3. Improper functionality of interactive screens

It is a best practice that all interactive screens have an ‘Alert’ pop-up (not ‘Restriction’ pop-up). When the learner clicks ‘Next’ button without clicking the interactive elements, this ‘Alert’ pop-up will ask the learner if he wants to complete the interactivity or wants to proceed to the next screen.
Testing an interactive screen is pretty simple, provided you follow some tricks. If it is a tabs screen, initially test by directly clicking the ‘Next’ button, if the ‘Alert’ pop-up appears, it’s good! Now, click the last tab (click in reverse order) and check if the ‘Next’ button will show an ‘Alert’ pop-up or allow you to proceed without completing the interactivity. Thorough checking of the interactive screens is done by clicking the various elements in a random order and not in a sequence.

4. Inconsistent menu behavior

For courses with more than 10 slides, we may opt for an expanding and contracting menu. Here, only the lesson titles will be visible and when the user enters a particular lesson, its topics will expand and when the user completes the lesson, its topics will contract. This way, we can make the menu look clean without a lengthy list of topics and scroll bar.
Everyone checks if the lessons are expanding, but they usually fail to observe if the lessons are later contracting. By the end, when you reach the summary or the final quiz, all the above lessons must have contracted with only lesson titles visible.

5. Loading issues of videos in the online version

We check if the videos are working fine in the course – you are able to play, pause, replay, and close the videos. But, we fail to check the same in the online version. The videos may work well in our local systems, but they create many loading issues when they are accessed remotely. Hence we need to check them online and resolve issues, if any.

6. Wrong hyperlinks

In some courses, we give hyperlinks to words instead of giving a glossary. Hence, the course ends up having around 30-50 hyperlinks which need to be checked for accuracy. Some links may not open and some may show a totally different description (wrong link). This may be the case even with PDFs. Therefore, we must check each hyperlink thoroughly before delivering the eLearning course.

7. Wrong script

We concentrate only on the on-screen text and forget about the script. Most issues occur when the developer is asked to add a new screen to the course at the last moment, and he does so by duplicating an existing screen, but forgets to correct the audio script of that screen. After you complete checking the on-screen text of all screens, it’s advisable to check the script of entire course at a time without getting deviated with any other element.

8. Missing instructions

After looking at the tabs and slideshows in our courses, we go ahead and click them without checking if there are any instructions available for the learner. Sometimes, the developers forget to place the instruction or on-click the instruction gets hidden under a layer. Such instances must be checked for.

9. Missing disclaimers

There are some graphs or images that we pick from the Internet. We are required to provide a disclaimer for the same. We tend to postpone such things during the storyboard creation, or we forget to make a point to include them in the course. These may end up in copyright issues or fines to the organization. Ensure that you provide the disclaimer without fail under each such image and follow consistency in the way you present it.

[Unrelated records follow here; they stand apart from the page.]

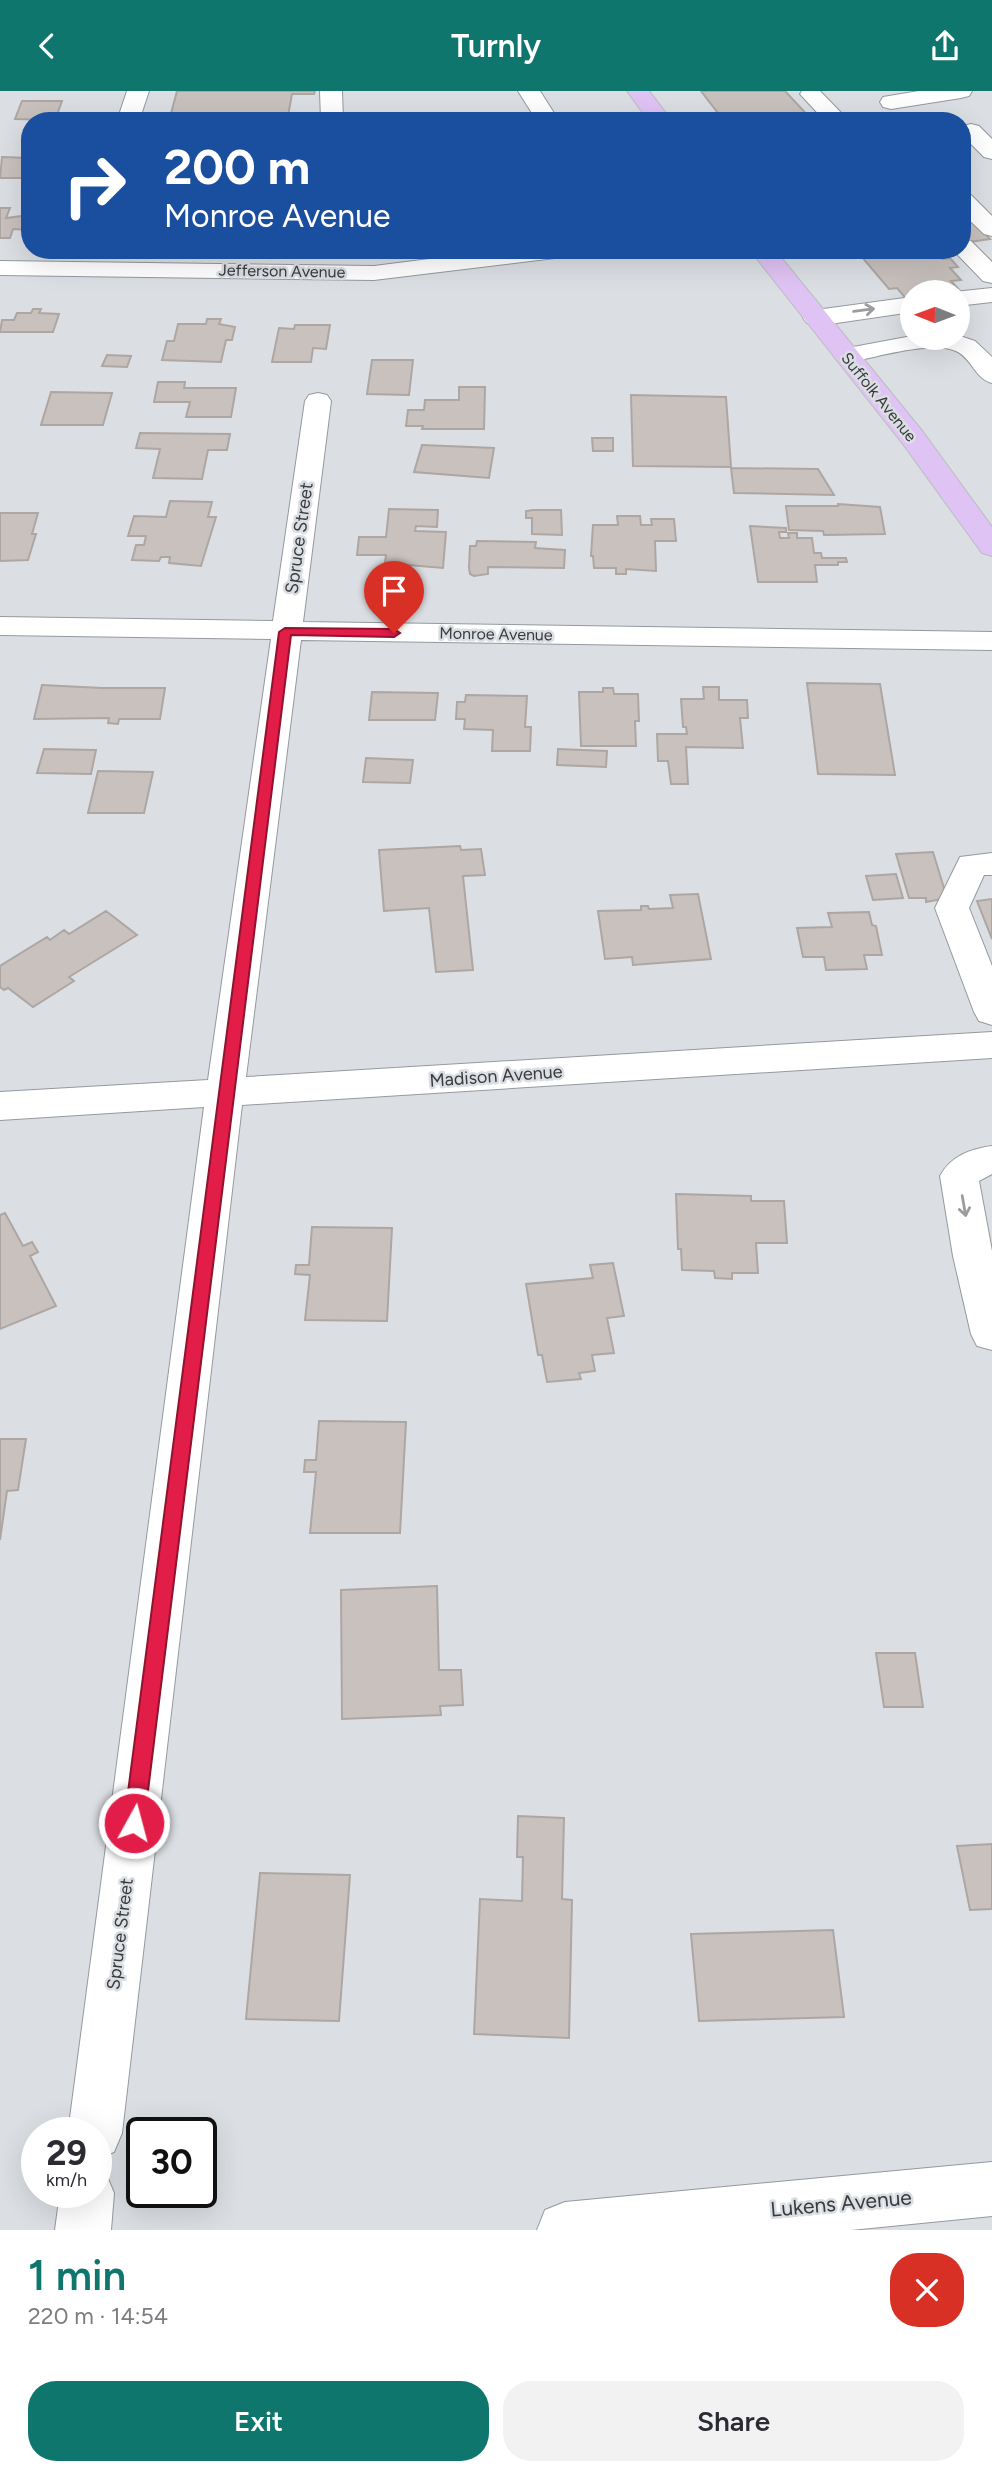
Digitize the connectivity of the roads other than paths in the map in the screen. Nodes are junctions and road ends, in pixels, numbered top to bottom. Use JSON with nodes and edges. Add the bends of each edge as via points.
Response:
{"nodes":[{"id":1,"x":138,"y":91,"type":"edge"},
{"id":2,"x":331,"y":91,"type":"edge"},
{"id":3,"x":529,"y":91,"type":"edge"},
{"id":4,"x":638,"y":91,"type":"edge"},
{"id":5,"x":961,"y":91,"type":"edge"},
{"id":6,"x":811,"y":95,"type":"dead end"},
{"id":7,"x":886,"y":96,"type":"edge"},
{"id":8,"x":131,"y":112,"type":"edge"},
{"id":9,"x":332,"y":112,"type":"edge"},
{"id":10,"x":542,"y":112,"type":"edge"},
{"id":11,"x":654,"y":112,"type":"edge"},
{"id":12,"x":829,"y":112,"type":"edge"},
{"id":13,"x":901,"y":112,"type":"edge"},
{"id":14,"x":975,"y":130,"type":"edge"},
{"id":15,"x":992,"y":152,"type":"edge"},
{"id":16,"x":971,"y":208,"type":"edge"},
{"id":17,"x":992,"y":229,"type":"edge"},
{"id":18,"x":971,"y":255,"type":"edge"},
{"id":19,"x":489,"y":259,"type":"edge"},
{"id":20,"x":769,"y":259,"type":"edge"},
{"id":21,"x":82,"y":260,"type":"edge"},
{"id":22,"x":336,"y":261,"type":"edge"},
{"id":23,"x":0,"y":268,"type":"edge"},
{"id":24,"x":992,"y":276,"type":"edge"},
{"id":25,"x":992,"y":295,"type":"edge"},
{"id":26,"x":970,"y":298,"type":"edge"},
{"id":27,"x":900,"y":306,"type":"edge"},
{"id":28,"x":816,"y":318,"type":"junction"},
{"id":29,"x":992,"y":337,"type":"edge"},
{"id":30,"x":970,"y":340,"type":"edge"},
{"id":31,"x":900,"y":347,"type":"edge"},
{"id":32,"x":970,"y":347,"type":"edge"},
{"id":33,"x":846,"y":355,"type":"junction"},
{"id":34,"x":992,"y":375,"type":"edge"},
{"id":35,"x":318,"y":401,"type":"dead end"},
{"id":36,"x":992,"y":547,"type":"edge"},
{"id":37,"x":0,"y":626,"type":"edge"},
{"id":38,"x":285,"y":632,"type":"junction"},
{"id":39,"x":992,"y":641,"type":"edge"},
{"id":40,"x":992,"y":864,"type":"edge"},
{"id":41,"x":992,"y":1012,"type":"edge"},
{"id":42,"x":992,"y":1045,"type":"edge"},
{"id":43,"x":225,"y":1093,"type":"junction"},
{"id":44,"x":0,"y":1106,"type":"edge"},
{"id":45,"x":992,"y":1160,"type":"edge"},
{"id":46,"x":992,"y":1334,"type":"edge"},
{"id":47,"x":97,"y":2117,"type":"edge"},
{"id":48,"x":992,"y":2189,"type":"edge"},
{"id":49,"x":85,"y":2208,"type":"edge"},
{"id":50,"x":83,"y":2230,"type":"edge"},
{"id":51,"x":565,"y":2230,"type":"edge"}],
"edges":[{"from":1,"to":8,"type":"street"},
{"from":2,"to":9,"type":"street"},
{"from":3,"to":10,"type":"street"},
{"from":4,"to":11,"type":"main road"},
{"from":5,"to":7,"type":"street"},
{"from":6,"to":12,"type":"street"},
{"from":7,"to":13,"type":"street"},
{"from":14,"to":15,"type":"street"},
{"from":16,"to":17,"type":"street"},
{"from":18,"to":24,"type":"street"},
{"from":19,"to":22,"type":"street","name":"Jefferson Avenue","via":[[373,273]]},
{"from":20,"to":28,"type":"main road","name":"Suffolk Avenue"},
{"from":21,"to":22,"type":"street","name":"Jefferson Avenue"},
{"from":21,"to":23,"type":"street","name":"Jefferson Avenue"},
{"from":25,"to":26,"type":"street"},
{"from":28,"to":27,"type":"street","one_way":true},
{"from":28,"to":33,"type":"main road","name":"Suffolk Avenue"},
{"from":29,"to":30,"type":"street"},
{"from":31,"to":33,"type":"street"},
{"from":32,"to":34,"type":"street"},
{"from":33,"to":36,"type":"main road","name":"Suffolk Avenue"},
{"from":35,"to":38,"type":"street","name":"Spruce Street"},
{"from":37,"to":38,"type":"street","name":"Monroe Avenue"},
{"from":38,"to":39,"type":"street","name":"Monroe Avenue"},
{"from":38,"to":43,"type":"street","name":"Spruce Street"},
{"from":40,"to":41,"type":"street","via":[[972,865],[952,908]]},
{"from":42,"to":43,"type":"street","name":"Madison Avenue"},
{"from":43,"to":44,"type":"street","name":"Madison Avenue"},
{"from":43,"to":47,"type":"street","name":"Spruce Street"},
{"from":45,"to":46,"type":"street","one_way":true,"via":[[978,1162],[959,1176]]},
{"from":48,"to":51,"type":"street","name":"Lukens Avenue"},
{"from":49,"to":50,"type":"street"}]}
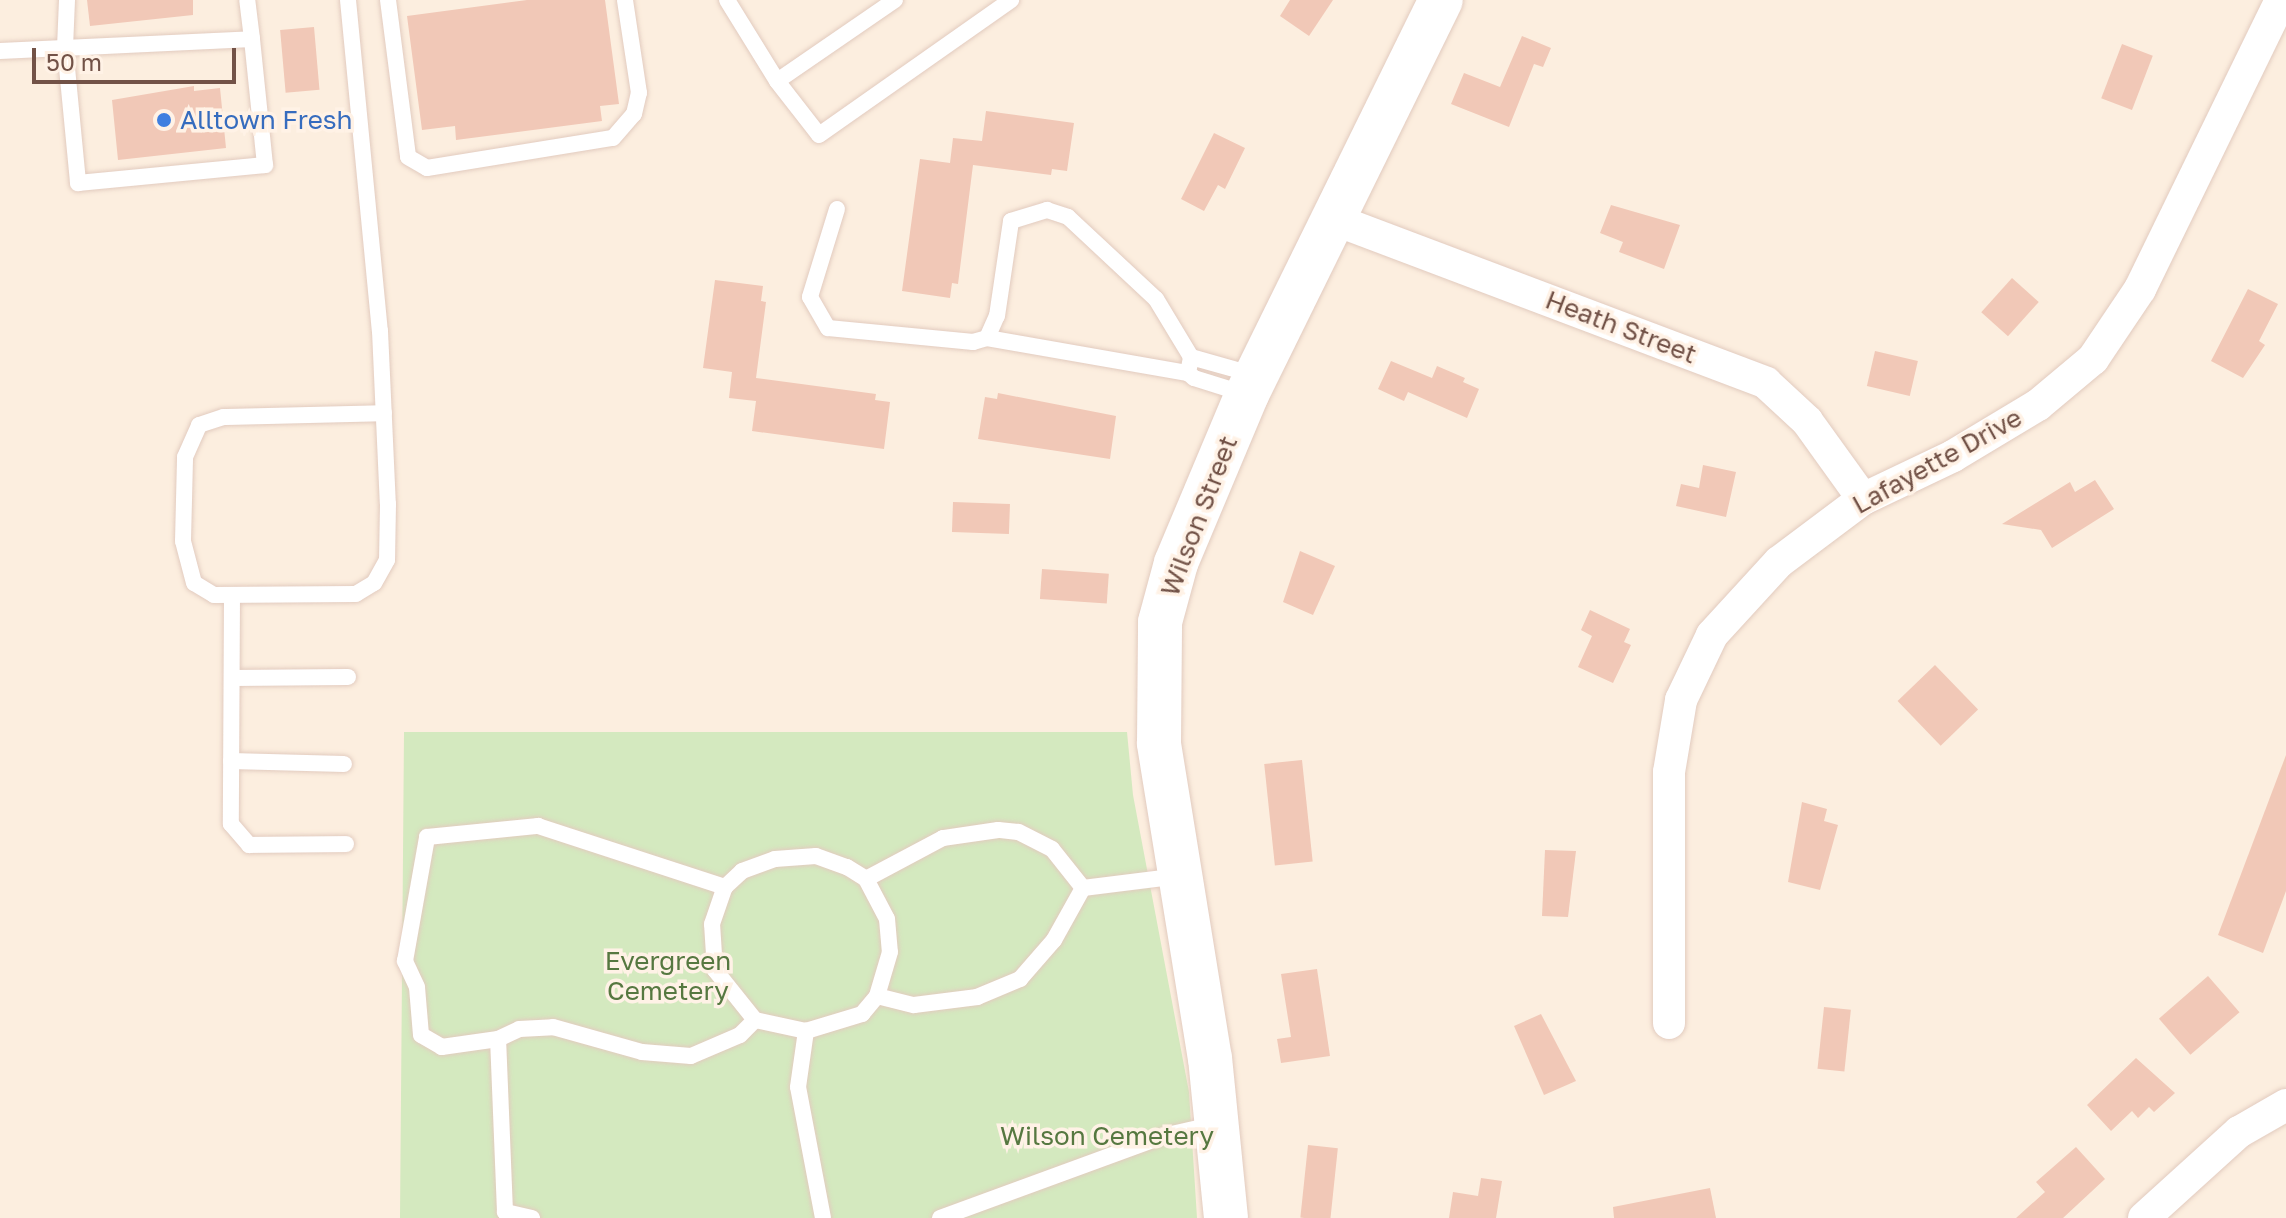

10. Exit button doesn’t work

Finally, when you are done checking the entire course, you usually close the browser instead of clicking the close button in the GUI. But the learner is expected to close the course using the button in the GUI, and sometimes it doesn’t work. Hence, check whether the ‘Close’ or ‘Exit’ button in the GUI closes the course as per the requirements.

These were a few issues that I have noticed in my experience. Keep a clear track of them and prepare a checklist of what issues you find personally in the elearning courses you develop, so that you can resolve them before they get noticed by your stakeholders.